290	   Interoperability considerations:
291	      None, except as noted in other sections of this document.

293	   Published specification: RFC XXXX
294	   Applications that use this media type:
295	      Systems that interchange data sets of name-value pairs.

297	   Additional information:

299	      Magic number(s):             n/a
300	      File extension(s):           n/a
301	      Macintosh file type code(s): TEXT
302	      Fragment identifiers:        n/a

304	   Person & email address to contact for further information:
305	      See Author's Address section.

307	   Intended usage:          COMMON
308	   Restrictions on usage:   n/a
309	   Author:                  See Author's Address section.
310	   Change controller:       The IESG.

312	9.  References

314	9.1.  Normative References

316	   [RFC3629]  Yergeau, F., "UTF-8, a transformation format of ISO
317	              10646", STD 63, RFC 3629, November 2003.

319	   [RFC5234]  Crocker, D. and P. Overell, "Augmented BNF for Syntax
320	              Specifications: ABNF", STD 68, RFC 5234, January 2008.

322	9.2.  Informative References

324	   [RFC1866]  Berners-Lee, T. and D. Connolly, "Hypertext Markup
325	              Language - 2.0", RFC 1866, November 1995.

327	   [RFC3875]  Robinson, D. and K. Coar, "The Common Gateway Interface
328	              (CGI) Version 1.1", RFC 3875, October 2004.

330	   [RFC3986]  Berners-Lee, T., Fielding, R., and L. Masinter, "Uniform
331	              Resource Identifier (URI): Generic Syntax", STD 66,
332	              RFC 3986, January 2005.

334	   [RFC3987]  Duerst, M. and M. Suignard, "Internationalized Resource
335	              Identifiers (IRIs)", RFC 3987, January 2005.

337	   [RFC4288]  Freed, N. and J. Klensin, "Media Type Specifications and
338	              Registration Procedures", BCP 13, RFC 4288, December 2005.
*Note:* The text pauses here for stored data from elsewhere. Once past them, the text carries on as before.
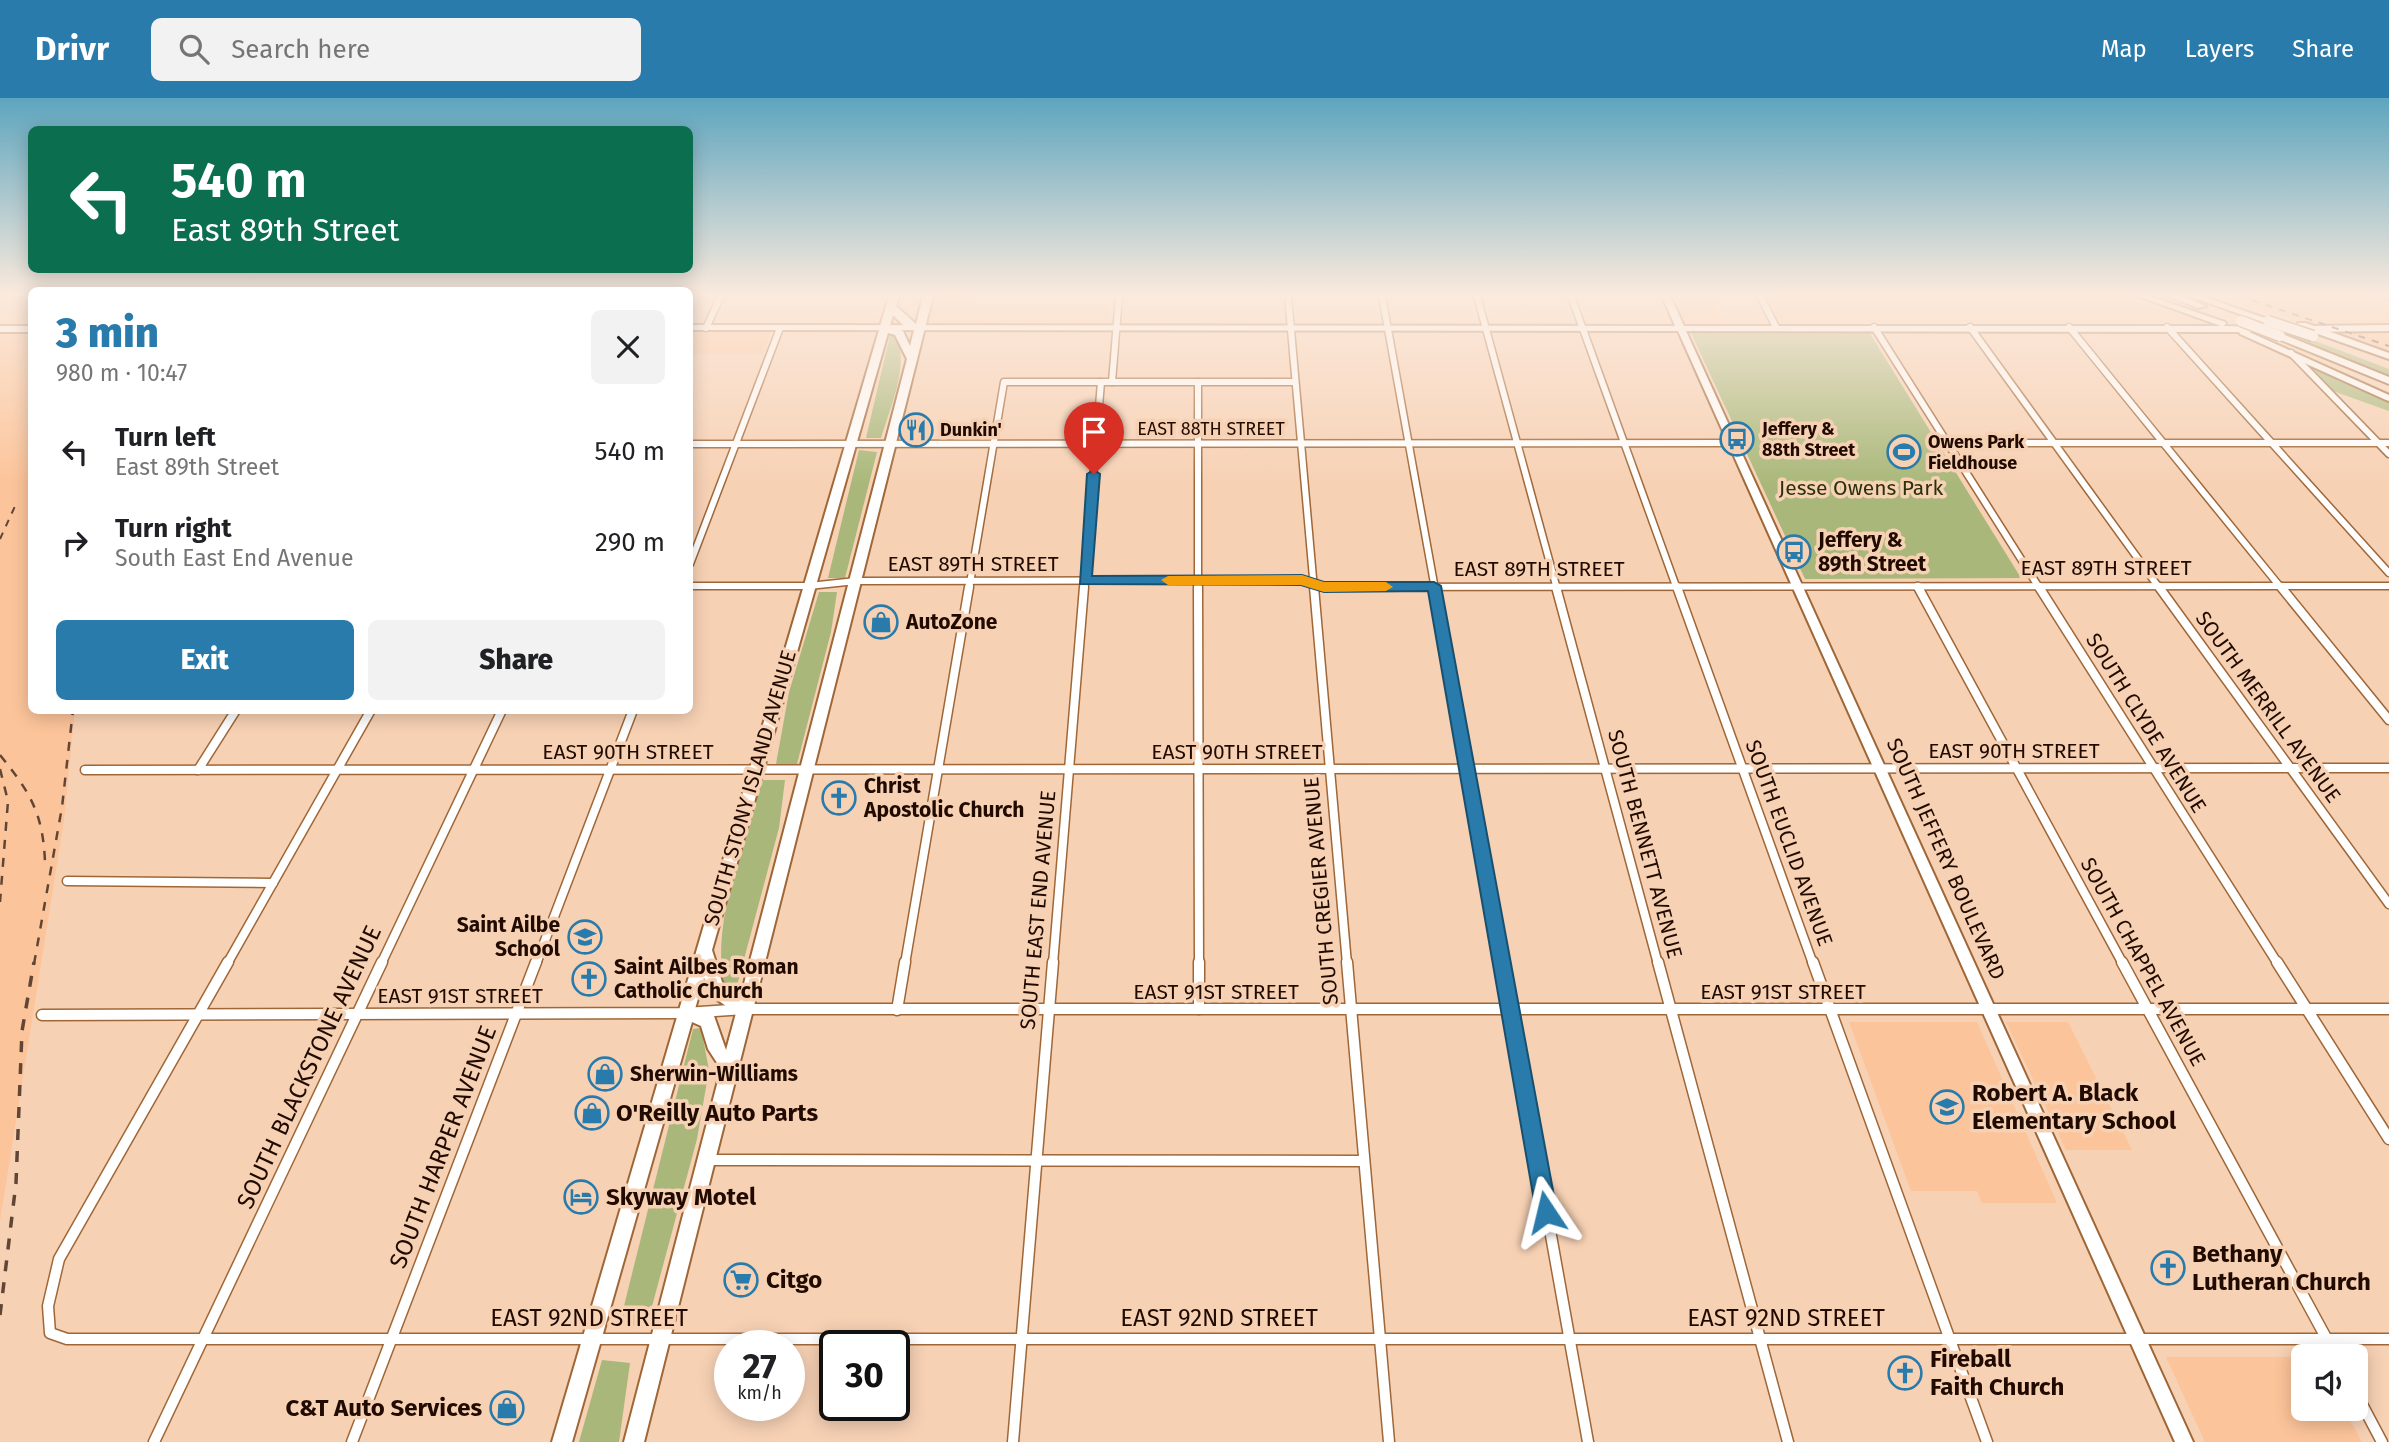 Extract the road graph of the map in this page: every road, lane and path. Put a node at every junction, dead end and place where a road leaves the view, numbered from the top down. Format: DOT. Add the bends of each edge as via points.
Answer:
graph roads {
  1 [pos="768,359"];
  2 [pos="875,359"];
  3 [pos="911,359"];
  4 [pos="1114,359"];
  5 [pos="1293,359"];
  6 [pos="1393,359"];
  7 [pos="1494,359"];
  8 [pos="1593,359"];
  9 [pos="1693,359"];
  10 [pos="1894,359"];
  11 [pos="1993,359"];
  12 [pos="2095,359"];
  13 [pos="2195,359"];
  14 [pos="2297,359"];
  15 [pos="2305,359"];
  16 [pos="2334,359"];
  17 [pos="2384,380"];
  18 [pos="1101,382"];
  19 [pos="1112,382"];
  20 [pos="1198,382"];
  21 [pos="1295,382"];
  22 [pos="2389,398"];
  23 [pos="693,443"];
  24 [pos="736,443"];
  25 [pos="1096,443"];
  26 [pos="1198,443"];
  27 [pos="1301,443"];
  28 [pos="1408,443"];
  29 [pos="1517,443"];
  30 [pos="1624,443"];
  31 [pos="1732,443"];
  32 [pos="1948,443"];
  33 [pos="2054,443"];
  34 [pos="2163,443"];
  35 [pos="2271,443"];
  36 [pos="2378,443"];
  37 [pos="2389,443"];
  38 [pos="849,444"];
  39 [pos="889,444"];
  40 [pos="993,444"];
  41 [pos="2389,454"];
  42 [pos="693,557"];
  43 [pos="2389,572"];
  44 [pos="1199,580"];
  45 [pos="856,581"];
  46 [pos="970,581"];
  47 [pos="1085,581"];
  48 [pos="1314,583"];
  49 [pos="693,586"];
  50 [pos="809,586"];
  51 [pos="1434,586"];
  52 [pos="1677,586"];
  53 [pos="1797,586"];
  54 [pos="1917,586"];
  55 [pos="2038,586"];
  56 [pos="2158,586"];
  57 [pos="2280,586"];
  58 [pos="2389,586"];
  59 [pos="1556,587"];
  60 [pos="233,714"];
  61 [pos="368,714"];
  62 [pos="500,714"];
  63 [pos="632,714"];
  64 [pos="2389,720"];
  65 [pos="1880,768"];
  66 [pos="2016,768"];
  67 [pos="2154,768"];
  68 [pos="2290,768"];
  69 [pos="2389,768"];
  70 [pos="611,769"];
  71 [pos="755,769"];
  72 [pos="806,769"];
  73 [pos="938,769"];
  74 [pos="1069,769"];
  75 [pos="1199,769"];
  76 [pos="1330,769"];
  77 [pos="1467,769"];
  78 [pos="1605,769"];
  79 [pos="1742,769"];
  80 [pos="85,770"];
  81 [pos="198,770"];
  82 [pos="337,770"];
  83 [pos="474,770"];
  84 [pos="67,881"];
  85 [pos="273,883"];
  86 [pos="2389,904"];
  87 [pos="705,946"];
  88 [pos="745,1009"];
  89 [pos="1049,1009"];
  90 [pos="1199,1009"];
  91 [pos="1351,1009"];
  92 [pos="1510,1009"];
  93 [pos="1670,1009"];
  94 [pos="1829,1009"];
  95 [pos="1988,1009"];
  96 [pos="2147,1009"];
  97 [pos="2306,1009"];
  98 [pos="2389,1009"];
  99 [pos="897,1010"];
  100 [pos="685,1013"];
  101 [pos="198,1014"];
  102 [pos="357,1014"];
  103 [pos="517,1014"];
  104 [pos="42,1015"];
  105 [pos="730,1068"];
  106 [pos="2389,1139"];
  107 [pos="706,1160"];
  108 [pos="1036,1161"];
  109 [pos="1364,1161"];
  110 [pos="202,1339"];
  111 [pos="391,1339"];
  112 [pos="592,1339"];
  113 [pos="660,1339"];
  114 [pos="1021,1339"];
  115 [pos="1380,1339"];
  116 [pos="1569,1339"];
  117 [pos="1760,1339"];
  118 [pos="1950,1339"];
  119 [pos="2138,1339"];
  120 [pos="2326,1339"];
  121 [pos="2389,1339"];
  122 [pos="2329,1344"];
  123 [pos="2368,1416"];
  124 [pos="154,1442"];
  125 [pos="352,1442"];
  126 [pos="562,1442"];
  127 [pos="634,1442"];
  128 [pos="1013,1442"];
  129 [pos="1389,1442"];
  130 [pos="1588,1442"];
  131 [pos="1788,1442"];
  132 [pos="1987,1442"];
  133 [pos="2184,1442"];
  134 [pos="2382,1442"];
  1 -- 24 [label="street"];
  2 -- 38 [label="highway, SOUTH STONY ISLAND AVENUE"];
  3 -- 39 [label="highway"];
  4 -- 19 [label="street"];
  5 -- 21 [label="street, SOUTH CREGIER AVENUE"];
  6 -- 28 [label="street"];
  7 -- 29 [label="street, SOUTH BENNETT AVENUE"];
  8 -- 30 [label="street, SOUTH EUCLID AVENUE"];
  9 -- 31 [label="main road, SOUTH JEFFERY BOULEVARD"];
  10 -- 32 [label="street, SOUTH CLYDE AVENUE"];
  11 -- 33 [label="street, SOUTH MERRILL AVENUE"];
  12 -- 34 [label="street"];
  13 -- 35 [label="street"];
  14 -- 36 [label="street"];
  15 -- 22 [label="main road"];
  16 -- 17 [label="highway, bridge"];
  18 -- 19 [label="street"];
  18 -- 25 [label="street, SOUTH EAST END AVENUE"];
  18 -- 40 [label="street" via="1004,382"];
  19 -- 20 [label="street"];
  20 -- 21 [label="street"];
  20 -- 26 [label="street"];
  21 -- 27 [label="street, SOUTH CREGIER AVENUE"];
  23 -- 24 [label="street, EAST 88TH STREET"];
  24 -- 38 [label="street, EAST 88TH STREET"];
  24 -- 42 [label="street"];
  25 -- 26 [label="street, EAST 88TH STREET"];
  25 -- 40 [label="street, EAST 88TH STREET"];
  25 -- 47 [label="street, SOUTH EAST END AVENUE"];
  26 -- 27 [label="street, EAST 88TH STREET"];
  26 -- 44 [label="street"];
  27 -- 28 [label="street, EAST 88TH STREET"];
  27 -- 48 [label="street, SOUTH CREGIER AVENUE"];
  28 -- 29 [label="street, EAST 88TH STREET"];
  28 -- 51 [label="street"];
  29 -- 30 [label="street, EAST 88TH STREET"];
  29 -- 59 [label="street, SOUTH BENNETT AVENUE"];
  30 -- 31 [label="street, EAST 88TH STREET"];
  30 -- 52 [label="street, SOUTH EUCLID AVENUE"];
  31 -- 53 [label="main road, SOUTH JEFFERY BOULEVARD"];
  32 -- 33 [label="street"];
  32 -- 55 [label="street, SOUTH CLYDE AVENUE"];
  33 -- 34 [label="street"];
  33 -- 56 [label="street, SOUTH MERRILL AVENUE"];
  34 -- 35 [label="street"];
  34 -- 57 [label="street"];
  35 -- 36 [label="street"];
  35 -- 43 [label="street"];
  36 -- 37 [label="street"];
  36 -- 41 [label="street"];
  38 -- 39 [label="street, EAST 88TH STREET"];
  38 -- 50 [label="highway, SOUTH STONY ISLAND AVENUE"];
  39 -- 40 [label="street, EAST 88TH STREET"];
  39 -- 45 [label="highway"];
  40 -- 46 [label="street"];
  44 -- 47 [label="street, EAST 89TH STREET"];
  44 -- 48 [label="street, EAST 89TH STREET"];
  44 -- 75 [label="street"];
  45 -- 46 [label="street, EAST 89TH STREET"];
  45 -- 50 [label="street, EAST 89TH STREET"];
  45 -- 72 [label="highway"];
  46 -- 47 [label="street, EAST 89TH STREET"];
  46 -- 73 [label="street"];
  47 -- 74 [label="street, SOUTH EAST END AVENUE"];
  48 -- 51 [label="street, EAST 89TH STREET" via="1324,587"];
  48 -- 76 [label="street, SOUTH CREGIER AVENUE"];
  49 -- 50 [label="street, EAST 89TH STREET"];
  50 -- 71 [label="highway, SOUTH STONY ISLAND AVENUE"];
  51 -- 59 [label="street, EAST 89TH STREET"];
  51 -- 77 [label="street"];
  52 -- 53 [label="street, EAST 89TH STREET"];
  52 -- 59 [label="street, EAST 89TH STREET"];
  52 -- 79 [label="street, SOUTH EUCLID AVENUE"];
  53 -- 54 [label="street, EAST 89TH STREET"];
  53 -- 65 [label="main road, SOUTH JEFFERY BOULEVARD"];
  54 -- 55 [label="street, EAST 89TH STREET"];
  54 -- 66 [label="street, SOUTH CHAPPEL AVENUE"];
  55 -- 56 [label="street, EAST 89TH STREET"];
  55 -- 67 [label="street, SOUTH CLYDE AVENUE"];
  56 -- 57 [label="street, EAST 89TH STREET"];
  56 -- 68 [label="street, SOUTH MERRILL AVENUE"];
  57 -- 58 [label="street, EAST 89TH STREET"];
  57 -- 64 [label="street"];
  59 -- 78 [label="street, SOUTH BENNETT AVENUE"];
  60 -- 81 [label="street"];
  61 -- 82 [label="street"];
  62 -- 83 [label="street, SOUTH BLACKSTONE AVENUE"];
  63 -- 70 [label="street, SOUTH HARPER AVENUE"];
  65 -- 66 [label="street, EAST 90TH STREET"];
  65 -- 79 [label="street, EAST 90TH STREET"];
  65 -- 95 [label="main road, SOUTH JEFFERY BOULEVARD"];
  66 -- 67 [label="street, EAST 90TH STREET"];
  66 -- 96 [label="street, SOUTH CHAPPEL AVENUE"];
  67 -- 68 [label="street, EAST 90TH STREET"];
  67 -- 97 [label="street, SOUTH CLYDE AVENUE"];
  68 -- 69 [label="street, EAST 90TH STREET"];
  68 -- 86 [label="street, SOUTH MERRILL AVENUE"];
  70 -- 71 [label="street, EAST 90TH STREET"];
  70 -- 83 [label="street, EAST 90TH STREET"];
  70 -- 103 [label="street, SOUTH HARPER AVENUE"];
  71 -- 72 [label="street, EAST 90TH STREET"];
  71 -- 87 [label="highway, SOUTH STONY ISLAND AVENUE"];
  72 -- 73 [label="street, EAST 90TH STREET"];
  72 -- 88 [label="highway"];
  73 -- 74 [label="street, EAST 90TH STREET"];
  73 -- 99 [label="street"];
  74 -- 75 [label="street, EAST 90TH STREET"];
  74 -- 89 [label="street, SOUTH EAST END AVENUE"];
  75 -- 76 [label="street, EAST 90TH STREET"];
  75 -- 90 [label="street"];
  76 -- 77 [label="street, EAST 90TH STREET"];
  76 -- 91 [label="street, SOUTH CREGIER AVENUE"];
  77 -- 78 [label="street, EAST 90TH STREET"];
  77 -- 92 [label="street"];
  78 -- 79 [label="street, EAST 90TH STREET"];
  78 -- 93 [label="street, SOUTH BENNETT AVENUE"];
  79 -- 94 [label="street, SOUTH EUCLID AVENUE"];
  80 -- 81 [label="street, EAST 90TH STREET"];
  81 -- 82 [label="street, EAST 90TH STREET"];
  82 -- 83 [label="street, EAST 90TH STREET"];
  82 -- 85 [label="street"];
  83 -- 102 [label="street, SOUTH BLACKSTONE AVENUE"];
  84 -- 85 [label="street"];
  85 -- 101 [label="street"];
  87 -- 88 [label="highway" via="709,972 719,992 735,1007"];
  87 -- 100 [label="highway, SOUTH STONY ISLAND AVENUE"];
  88 -- 99 [label="street, EAST 91ST STREET"];
  88 -- 100 [label="street, EAST 91ST STREET"];
  88 -- 105 [label="highway"];
  89 -- 90 [label="street, EAST 91ST STREET"];
  89 -- 99 [label="street, EAST 91ST STREET"];
  89 -- 108 [label="street, SOUTH EAST END AVENUE"];
  90 -- 91 [label="street, EAST 91ST STREET"];
  91 -- 92 [label="street, EAST 91ST STREET"];
  91 -- 109 [label="street, SOUTH CREGIER AVENUE"];
  92 -- 93 [label="street, EAST 91ST STREET"];
  92 -- 116 [label="street"];
  93 -- 94 [label="street, EAST 91ST STREET"];
  93 -- 117 [label="street, SOUTH BENNETT AVENUE"];
  94 -- 95 [label="street, EAST 91ST STREET"];
  94 -- 118 [label="street, SOUTH EUCLID AVENUE"];
  95 -- 96 [label="street, EAST 91ST STREET"];
  95 -- 119 [label="main road, SOUTH JEFFERY BOULEVARD"];
  96 -- 97 [label="street, EAST 91ST STREET"];
  96 -- 120 [label="street, SOUTH CHAPPEL AVENUE"];
  97 -- 98 [label="street, EAST 91ST STREET"];
  97 -- 106 [label="street, SOUTH CLYDE AVENUE"];
  100 -- 103 [label="street, EAST 91ST STREET"];
  100 -- 105 [label="highway" via="708,1021 716,1049"];
  100 -- 112 [label="highway, SOUTH STONY ISLAND AVENUE"];
  101 -- 102 [label="street, EAST 91ST STREET"];
  101 -- 104 [label="street, EAST 91ST STREET"];
  101 -- 110 [label="street, EAST 92ND STREET" via="59,1259 47,1323 50,1333 68,1339"];
  102 -- 103 [label="street, EAST 91ST STREET"];
  102 -- 110 [label="street, SOUTH BLACKSTONE AVENUE"];
  103 -- 111 [label="street, SOUTH HARPER AVENUE"];
  105 -- 107 [label="highway"];
  107 -- 108 [label="street"];
  107 -- 113 [label="highway"];
  108 -- 109 [label="street"];
  108 -- 114 [label="street, SOUTH EAST END AVENUE"];
  109 -- 115 [label="street, SOUTH CREGIER AVENUE"];
  110 -- 111 [label="street, EAST 92ND STREET"];
  110 -- 124 [label="street, SOUTH BLACKSTONE AVENUE"];
  111 -- 112 [label="street, EAST 92ND STREET"];
  111 -- 125 [label="street, SOUTH HARPER AVENUE"];
  112 -- 113 [label="street, EAST 92ND STREET"];
  112 -- 126 [label="highway, SOUTH STONY ISLAND AVENUE"];
  113 -- 114 [label="street, EAST 92ND STREET"];
  113 -- 127 [label="highway"];
  114 -- 115 [label="street, EAST 92ND STREET"];
  114 -- 128 [label="street, SOUTH EAST END AVENUE"];
  115 -- 116 [label="street, EAST 92ND STREET"];
  115 -- 129 [label="street, SOUTH CREGIER AVENUE"];
  116 -- 117 [label="street, EAST 92ND STREET"];
  116 -- 130 [label="street"];
  117 -- 118 [label="street, EAST 92ND STREET"];
  117 -- 131 [label="street, SOUTH BENNETT AVENUE"];
  118 -- 119 [label="street, EAST 92ND STREET"];
  118 -- 132 [label="street, SOUTH EUCLID AVENUE"];
  119 -- 120 [label="street, EAST 92ND STREET"];
  119 -- 133 [label="main road, SOUTH JEFFERY BOULEVARD"];
  120 -- 121 [label="street, EAST 92ND STREET"];
  120 -- 122 [label="street, SOUTH CHAPPEL AVENUE"];
  123 -- 134 [label="street"];
}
340	Appendix A.  Acknowledgements

342	   Mark Nottingham pointed out a serious omission in the first draft of
343	   this document.

345	Author's Address

347	   Bjoern Hoehrmann
348	   Mittelstrasse 50
349	   39114 Magdeburg
350	   Germany

352	   EMail: mailto:bjoern@hoehrmann.de
353	   URI:   http://bjoern.hoehrmann.de

355	   Note: Please write "Bjoern Hoehrmann" with o-umlaut (U+00F6) wherever
356	   possible, e.g., as "Bj&#246;rn H&#246;hrmann" in HTML and XML.